Online-Lebensmittelhandel: Customer Experience auf dem Prüfstand

Es ist viel Bewegung in der Online-Lebensmittelbranche. Kaum eine Woche vergeht, ohne dass sich neue Anbieter vorstellen oder bestehende Unternehmen ihren Schritt in den Onlinehandel kommunizieren. Was es braucht, um im harten Wettbewerb zu bestehen, hat nun eine Studie der Fullservice-Digitalagentur Namics herausgefunden.
Ein Gespenst geht um im Online-Lebensmittelhandel. Es heißt Amazon Fresh und bietet in Berlin, Potsdam und Hamburg seinen Lieferservice an. Viele Anbieter aus Deutschland und der Schweiz setzt das unter Druck. Immerhin bietet der Konzern über 300.000 Artikel für den Wocheneinkauf an. Die Anbieter sollten darauf reagieren – aber mit welchen Maßnahmen beginnen?
Ein spannender Ansatzpunkt ist die Customer Experience. Denn was es braucht, um im harten Wettbewerb zu bestehen, ist ein positives Kundenerlebnis, das die User immer wieder in den Shop lockt. Einfacher gesagt, als getan. Mangelnde Benutzerfreundlichkeit und unpassende Angebote schrecken immer noch viele Käufer ab. Das wiederum entmutigt die Händler, ihre Ware im Shop anzubieten. Ein Teufelskreis.
Ein Weg daraus führt über eine erste Analyse der momentanen Schwachstellen. Nur wer diese kennt, kann gezielt optimieren. Aus dem Grund hat Namics eine Studie durchgeführt, die die Herausforderungen der Online-Lebensmittelhändler aus Deutschland und der Schweiz hinsichtlich Customer Experience und Usability identifiziert.

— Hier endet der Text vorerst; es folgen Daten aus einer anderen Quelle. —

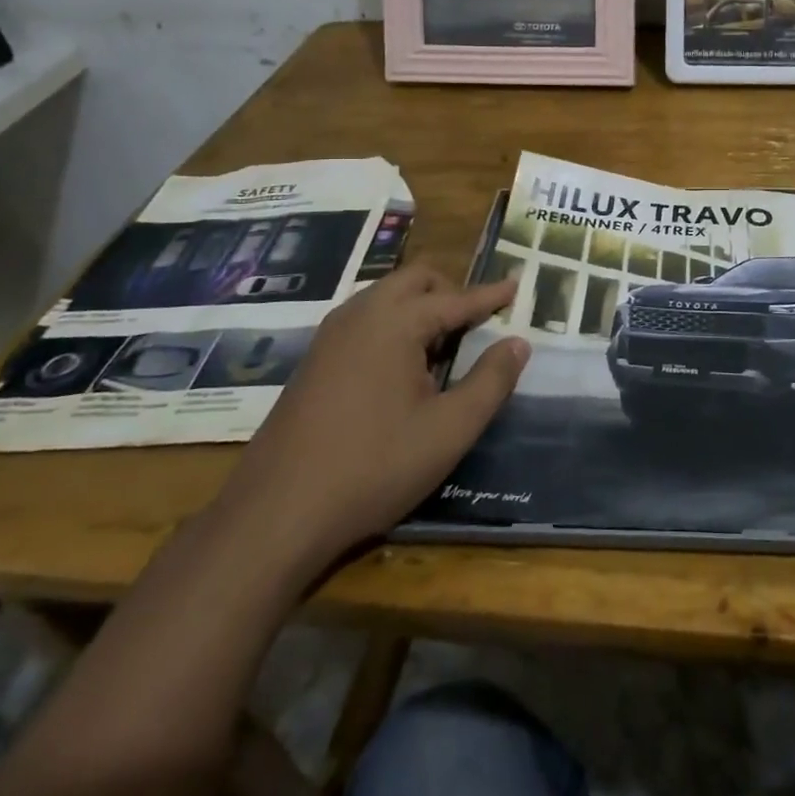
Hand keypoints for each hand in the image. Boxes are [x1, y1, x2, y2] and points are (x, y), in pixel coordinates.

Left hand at [212, 265, 526, 585]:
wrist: (276, 515)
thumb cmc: (375, 467)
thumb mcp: (450, 429)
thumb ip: (491, 381)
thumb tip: (518, 343)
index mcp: (395, 322)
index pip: (456, 299)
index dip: (490, 295)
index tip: (518, 285)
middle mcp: (359, 315)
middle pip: (414, 280)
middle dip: (450, 292)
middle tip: (478, 322)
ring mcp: (330, 336)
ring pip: (385, 297)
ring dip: (419, 308)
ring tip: (443, 348)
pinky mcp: (313, 361)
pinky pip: (364, 321)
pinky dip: (393, 325)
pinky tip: (402, 369)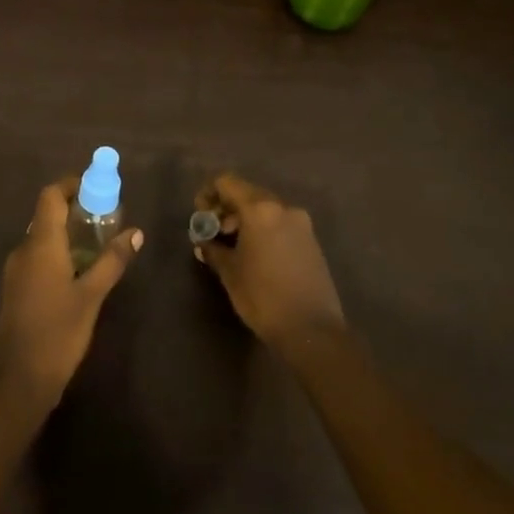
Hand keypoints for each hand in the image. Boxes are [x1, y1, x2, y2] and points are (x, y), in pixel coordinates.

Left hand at [0, 179, 142, 407]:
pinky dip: (58, 253)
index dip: (71, 185)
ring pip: (42, 238)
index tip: (96, 188)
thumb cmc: (57, 332)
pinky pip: (38, 258)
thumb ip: (112, 261)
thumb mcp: (91, 296)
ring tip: (98, 246)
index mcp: (41, 243)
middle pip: (46, 214)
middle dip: (75, 210)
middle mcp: (24, 249)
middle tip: (105, 218)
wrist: (16, 380)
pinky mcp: (15, 290)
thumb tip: (135, 232)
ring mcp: (16, 271)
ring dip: (67, 234)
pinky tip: (79, 273)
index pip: (51, 195)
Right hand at [195, 173, 345, 354]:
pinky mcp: (311, 241)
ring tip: (232, 248)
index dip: (209, 194)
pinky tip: (255, 256)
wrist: (313, 331)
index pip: (227, 182)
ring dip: (244, 221)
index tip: (201, 215)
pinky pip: (280, 224)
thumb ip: (213, 249)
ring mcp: (301, 224)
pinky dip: (263, 230)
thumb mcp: (230, 272)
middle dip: (226, 209)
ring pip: (265, 210)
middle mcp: (283, 208)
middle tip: (213, 234)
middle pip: (247, 194)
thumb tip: (204, 241)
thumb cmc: (264, 297)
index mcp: (260, 209)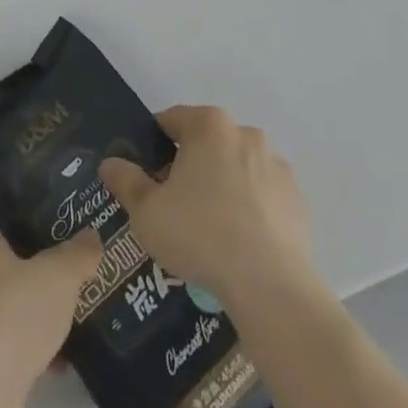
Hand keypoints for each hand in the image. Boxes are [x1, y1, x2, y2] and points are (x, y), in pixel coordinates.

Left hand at [0, 210, 102, 407]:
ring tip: (60, 321)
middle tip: (54, 272)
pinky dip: (18, 354)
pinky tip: (53, 366)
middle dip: (17, 271)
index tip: (27, 222)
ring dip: (20, 317)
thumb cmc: (10, 316)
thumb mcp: (59, 278)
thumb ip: (77, 255)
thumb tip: (91, 237)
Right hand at [98, 105, 315, 310]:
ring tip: (210, 232)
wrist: (271, 286)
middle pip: (206, 143)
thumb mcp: (147, 212)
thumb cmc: (200, 235)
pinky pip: (264, 197)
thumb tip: (110, 163)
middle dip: (190, 167)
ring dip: (223, 187)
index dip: (154, 146)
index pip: (171, 121)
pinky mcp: (297, 200)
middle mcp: (245, 133)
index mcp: (208, 125)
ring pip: (237, 169)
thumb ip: (126, 181)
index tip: (147, 178)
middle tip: (175, 207)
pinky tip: (240, 245)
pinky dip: (251, 211)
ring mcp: (276, 166)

Hintergründe: Über die Studie
Die von Namics durchgeführte Untersuchung betrachtet das Kundenerlebnis entlang des kompletten Shopping-Erlebnisses: vom ersten Eindruck über die Produktauswahl und Suche sowie den Check-out bis hin zur Lieferung. Für die Analyse arbeiteten die E-Business-Experten nach der Nielsen-Regel mit fünf Probanden pro Shop. Danach können anhand mehrerer kleiner Tests mit nur drei bis fünf Probanden bis zu 85 Prozent aller Usability-Probleme aufgedeckt werden. Die Testkäufe mit den Probanden erfolgten anhand eines Remote-Usability-Tests jeweils auf dem Desktop sowie auf einem mobilen Endgerät.
Um authentische Ergebnisse zu erzielen, haben die Probanden ihre Einkaufsliste selbst zusammengestellt. Es gab nur wenige Vorgaben – zum Beispiel mussten sie Obst, Gemüse und Tiefkühlprodukte bestellen. Untersucht wurden Shops aus Deutschland und der Schweiz. Darunter Amazon Fresh, Kaufland, Mytime und REWE in Deutschland sowie Coop und Migros in der Schweiz.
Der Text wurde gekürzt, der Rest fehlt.